Task goal: Among the records that follow, find each line holding the word "Nola" and copy it.

***

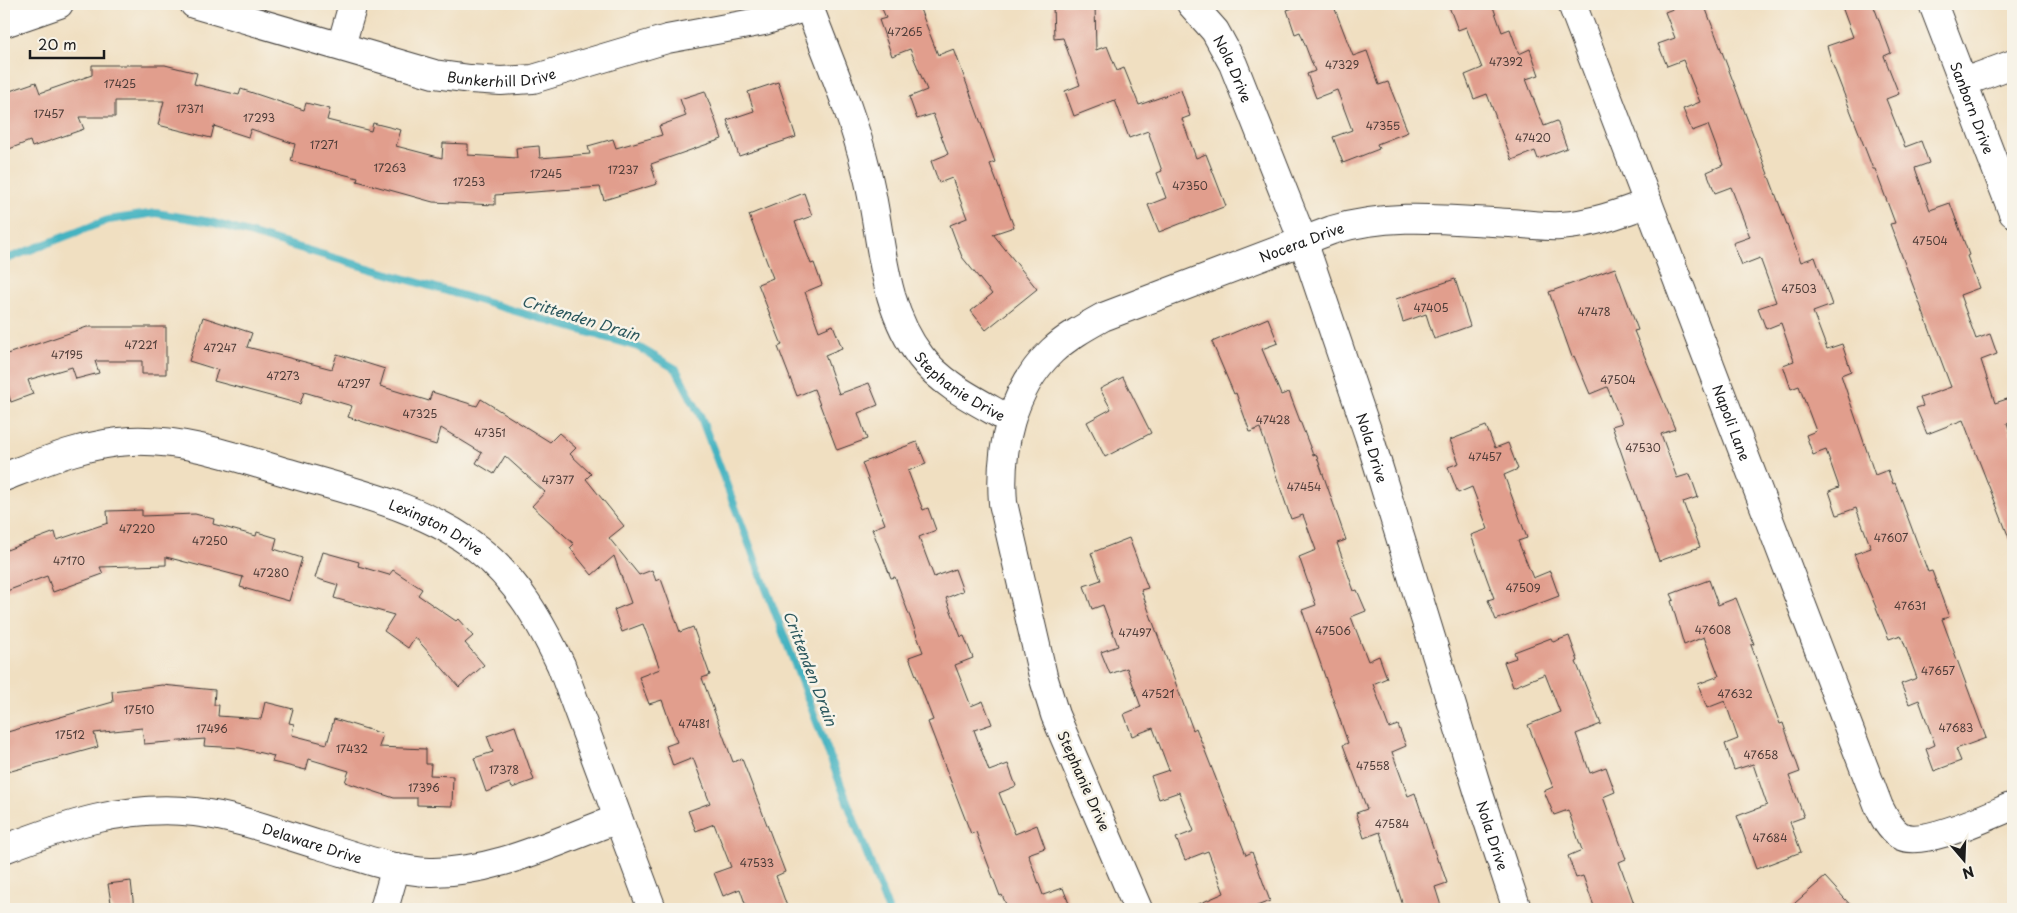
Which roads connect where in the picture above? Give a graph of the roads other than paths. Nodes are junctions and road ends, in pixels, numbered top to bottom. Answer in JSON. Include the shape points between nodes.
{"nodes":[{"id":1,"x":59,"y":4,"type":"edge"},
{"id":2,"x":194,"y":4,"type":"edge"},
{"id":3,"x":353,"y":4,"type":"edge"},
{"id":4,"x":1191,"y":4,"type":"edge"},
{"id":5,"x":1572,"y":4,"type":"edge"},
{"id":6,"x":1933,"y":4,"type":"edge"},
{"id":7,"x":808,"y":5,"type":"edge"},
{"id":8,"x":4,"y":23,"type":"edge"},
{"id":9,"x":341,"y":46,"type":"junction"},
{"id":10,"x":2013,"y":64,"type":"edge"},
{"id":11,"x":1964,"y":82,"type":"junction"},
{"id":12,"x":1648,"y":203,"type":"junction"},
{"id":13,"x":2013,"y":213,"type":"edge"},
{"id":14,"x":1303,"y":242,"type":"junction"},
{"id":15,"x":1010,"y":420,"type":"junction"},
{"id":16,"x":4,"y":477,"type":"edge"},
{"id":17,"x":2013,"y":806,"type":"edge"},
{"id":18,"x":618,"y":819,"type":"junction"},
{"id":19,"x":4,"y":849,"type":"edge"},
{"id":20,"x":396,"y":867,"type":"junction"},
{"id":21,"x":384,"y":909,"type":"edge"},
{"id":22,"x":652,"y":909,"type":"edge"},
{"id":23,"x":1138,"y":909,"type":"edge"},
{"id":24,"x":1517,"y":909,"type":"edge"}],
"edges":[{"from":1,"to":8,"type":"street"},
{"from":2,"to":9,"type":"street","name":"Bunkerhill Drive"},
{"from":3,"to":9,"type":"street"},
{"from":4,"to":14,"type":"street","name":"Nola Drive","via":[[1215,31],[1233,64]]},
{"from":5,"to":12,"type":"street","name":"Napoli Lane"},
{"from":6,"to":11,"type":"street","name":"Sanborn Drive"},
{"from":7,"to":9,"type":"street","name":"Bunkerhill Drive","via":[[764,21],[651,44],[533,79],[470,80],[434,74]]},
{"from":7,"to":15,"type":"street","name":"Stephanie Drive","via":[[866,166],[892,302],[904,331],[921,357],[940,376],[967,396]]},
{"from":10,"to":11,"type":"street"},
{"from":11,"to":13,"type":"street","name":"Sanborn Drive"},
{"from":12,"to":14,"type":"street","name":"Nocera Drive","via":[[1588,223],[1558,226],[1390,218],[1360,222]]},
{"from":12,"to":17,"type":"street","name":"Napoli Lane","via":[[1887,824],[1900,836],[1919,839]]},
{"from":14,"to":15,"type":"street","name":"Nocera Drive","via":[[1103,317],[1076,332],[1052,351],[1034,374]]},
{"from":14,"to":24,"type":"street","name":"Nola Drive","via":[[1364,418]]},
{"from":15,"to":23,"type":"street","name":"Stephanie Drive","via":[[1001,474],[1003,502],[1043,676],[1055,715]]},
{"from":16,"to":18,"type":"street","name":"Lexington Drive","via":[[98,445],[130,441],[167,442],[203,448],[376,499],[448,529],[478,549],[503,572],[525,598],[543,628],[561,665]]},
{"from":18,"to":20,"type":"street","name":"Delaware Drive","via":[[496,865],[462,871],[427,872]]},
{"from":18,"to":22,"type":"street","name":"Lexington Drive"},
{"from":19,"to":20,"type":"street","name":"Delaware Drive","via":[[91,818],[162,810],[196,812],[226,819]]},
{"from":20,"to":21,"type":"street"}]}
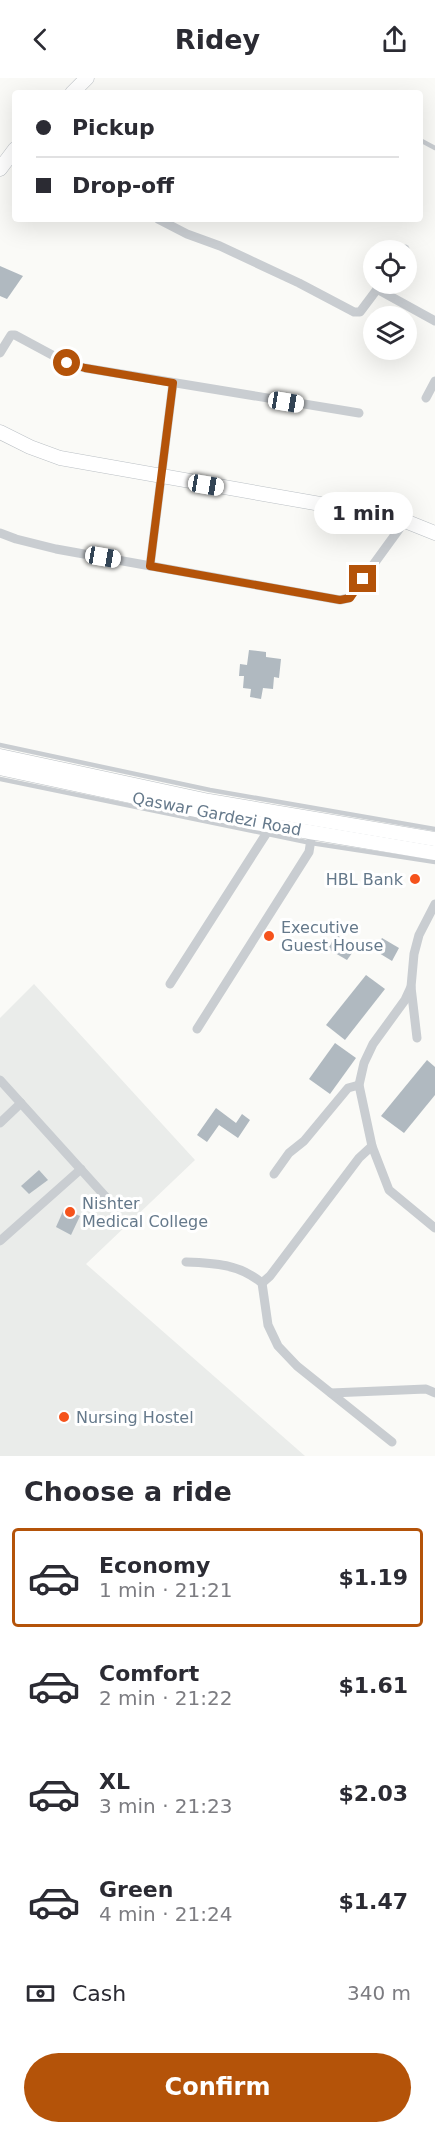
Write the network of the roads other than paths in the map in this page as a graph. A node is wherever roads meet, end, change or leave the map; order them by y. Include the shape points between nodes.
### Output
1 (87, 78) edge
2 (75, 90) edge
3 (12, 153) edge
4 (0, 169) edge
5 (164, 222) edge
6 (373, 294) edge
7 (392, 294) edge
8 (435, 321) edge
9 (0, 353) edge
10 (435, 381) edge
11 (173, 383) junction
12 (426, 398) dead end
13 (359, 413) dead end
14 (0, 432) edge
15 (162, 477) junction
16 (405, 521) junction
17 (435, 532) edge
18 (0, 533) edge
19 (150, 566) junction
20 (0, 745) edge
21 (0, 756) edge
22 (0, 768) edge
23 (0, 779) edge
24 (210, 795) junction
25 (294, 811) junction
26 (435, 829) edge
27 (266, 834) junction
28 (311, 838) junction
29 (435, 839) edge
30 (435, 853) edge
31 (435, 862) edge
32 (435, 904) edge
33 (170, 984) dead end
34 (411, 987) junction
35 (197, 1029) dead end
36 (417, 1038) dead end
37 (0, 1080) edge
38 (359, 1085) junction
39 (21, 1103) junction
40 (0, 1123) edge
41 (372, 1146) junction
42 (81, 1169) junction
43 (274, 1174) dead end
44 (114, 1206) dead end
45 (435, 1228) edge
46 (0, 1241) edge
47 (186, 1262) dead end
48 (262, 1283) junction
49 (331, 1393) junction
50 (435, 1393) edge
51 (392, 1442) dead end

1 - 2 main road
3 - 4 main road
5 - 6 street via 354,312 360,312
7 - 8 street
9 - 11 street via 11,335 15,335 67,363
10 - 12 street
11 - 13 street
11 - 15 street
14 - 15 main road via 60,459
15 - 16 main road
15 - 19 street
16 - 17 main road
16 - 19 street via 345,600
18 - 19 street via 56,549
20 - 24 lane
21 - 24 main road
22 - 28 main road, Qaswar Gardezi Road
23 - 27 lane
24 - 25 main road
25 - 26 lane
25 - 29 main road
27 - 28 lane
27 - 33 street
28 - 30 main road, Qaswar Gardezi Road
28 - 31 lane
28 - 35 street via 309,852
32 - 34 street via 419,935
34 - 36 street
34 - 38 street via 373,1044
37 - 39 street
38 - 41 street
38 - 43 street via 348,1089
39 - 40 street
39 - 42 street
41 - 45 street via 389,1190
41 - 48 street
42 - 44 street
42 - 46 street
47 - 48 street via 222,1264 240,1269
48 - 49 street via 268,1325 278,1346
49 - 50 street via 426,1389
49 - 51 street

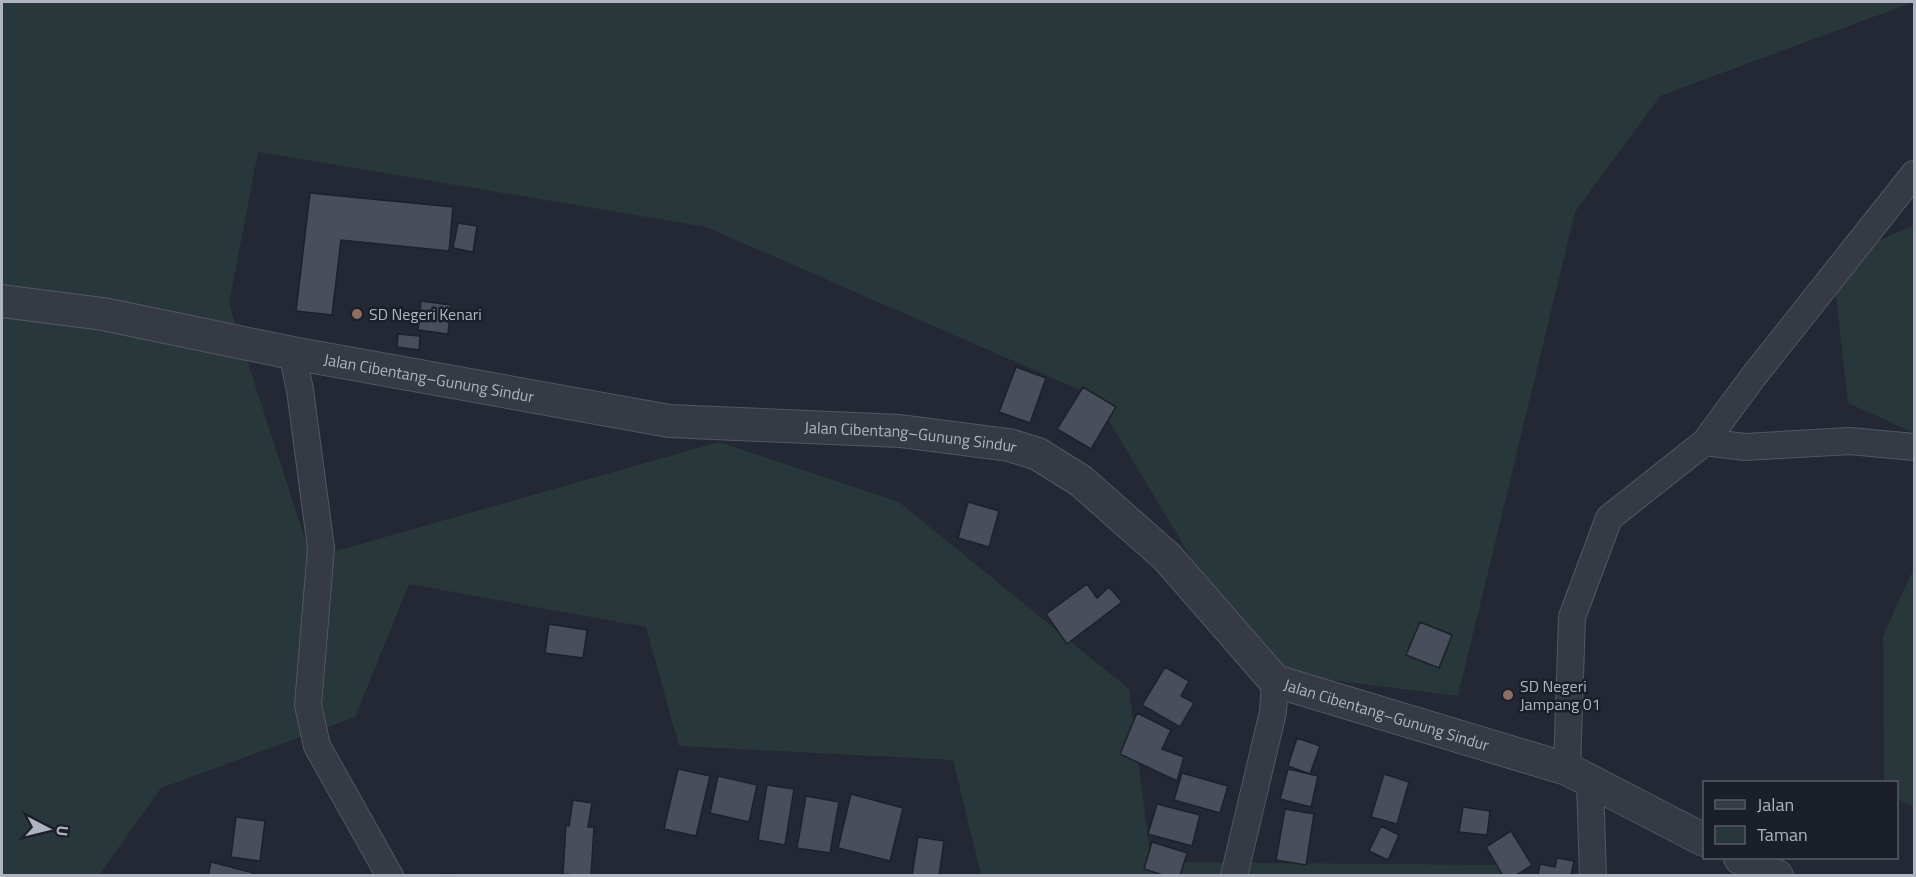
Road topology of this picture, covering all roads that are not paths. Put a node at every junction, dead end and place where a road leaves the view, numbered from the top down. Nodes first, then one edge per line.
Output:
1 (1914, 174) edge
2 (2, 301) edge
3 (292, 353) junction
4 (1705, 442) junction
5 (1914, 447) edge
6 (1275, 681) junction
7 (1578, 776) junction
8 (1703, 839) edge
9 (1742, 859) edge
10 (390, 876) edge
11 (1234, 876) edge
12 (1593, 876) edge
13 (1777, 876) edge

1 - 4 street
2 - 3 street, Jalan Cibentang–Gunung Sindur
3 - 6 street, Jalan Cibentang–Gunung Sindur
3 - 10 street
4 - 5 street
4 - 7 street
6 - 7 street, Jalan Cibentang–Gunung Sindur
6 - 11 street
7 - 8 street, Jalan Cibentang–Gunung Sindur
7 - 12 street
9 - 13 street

***

Exercise solution:
{"from":4,"to":14,"type":"street","name":"Nola Drive","via":[[1215,31],[1233,64]]},
{"from":14,"to":24,"type":"street","name":"Nola Drive","via":[[1364,418]]},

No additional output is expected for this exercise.